Exercise details: Please restate the records below verbatim, omitting every image they hold.

Dataset entries
==========

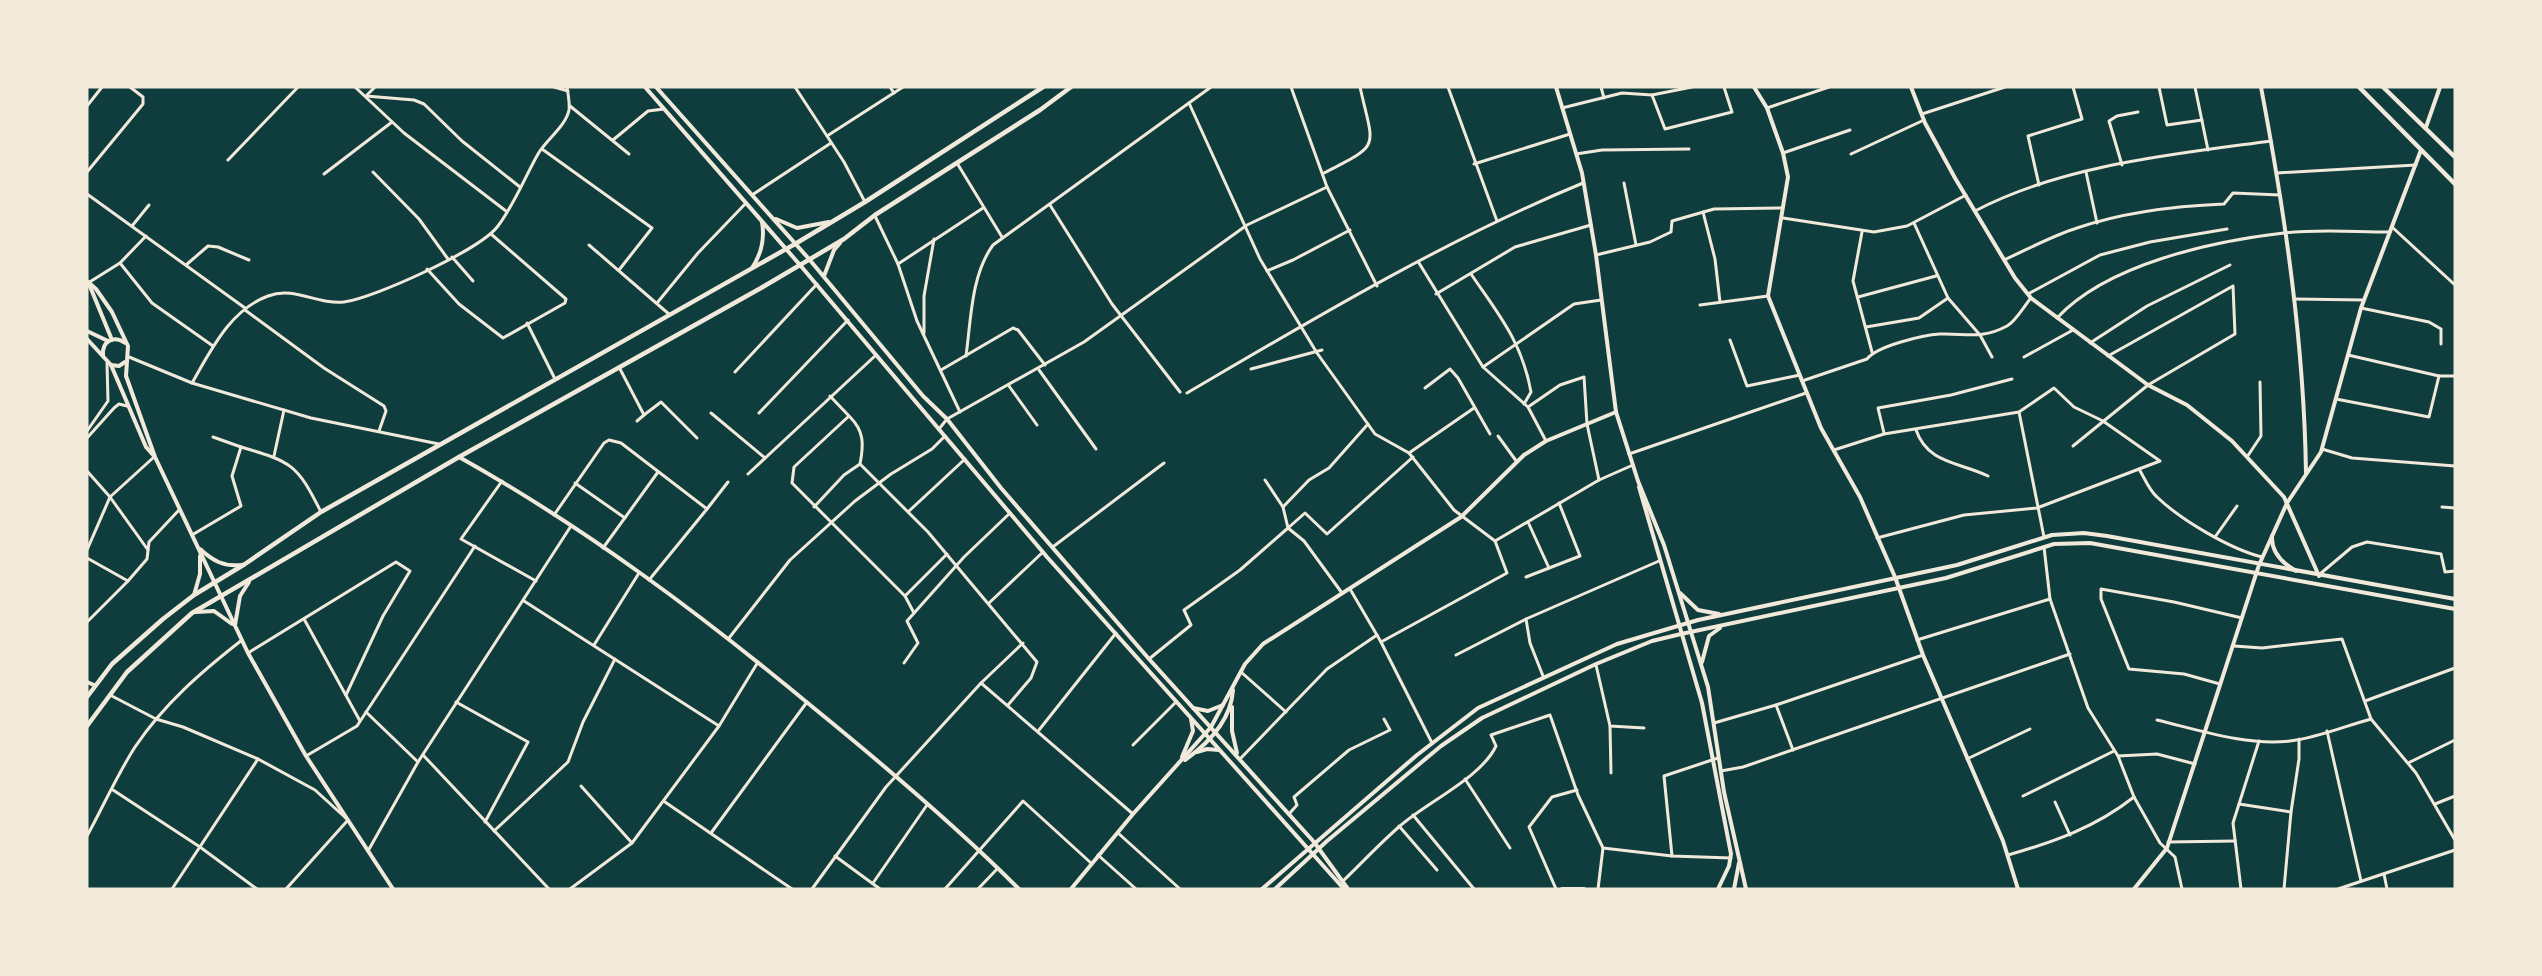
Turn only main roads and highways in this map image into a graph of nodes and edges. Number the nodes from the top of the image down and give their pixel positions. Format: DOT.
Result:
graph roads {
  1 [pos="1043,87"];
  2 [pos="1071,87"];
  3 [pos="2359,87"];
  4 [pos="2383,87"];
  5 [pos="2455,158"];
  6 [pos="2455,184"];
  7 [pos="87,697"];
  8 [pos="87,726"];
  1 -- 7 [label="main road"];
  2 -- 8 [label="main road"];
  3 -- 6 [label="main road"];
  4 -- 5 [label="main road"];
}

==========

Answer for this exercise:
Turn only main roads and highways in this map image into a graph of nodes and edges. Number the nodes from the top of the image down and give their pixel positions. Format: DOT.
Result:
graph roads {
  1 [pos="1043,87"];
  2 [pos="1071,87"];
  3 [pos="2359,87"];
  4 [pos="2383,87"];
  5 [pos="2455,158"];
  6 [pos="2455,184"];
  7 [pos="87,697"];
  8 [pos="87,726"];
  1 -- 7 [label="main road"];
  2 -- 8 [label="main road"];
  3 -- 6 [label="main road"];
  4 -- 5 [label="main road"];
}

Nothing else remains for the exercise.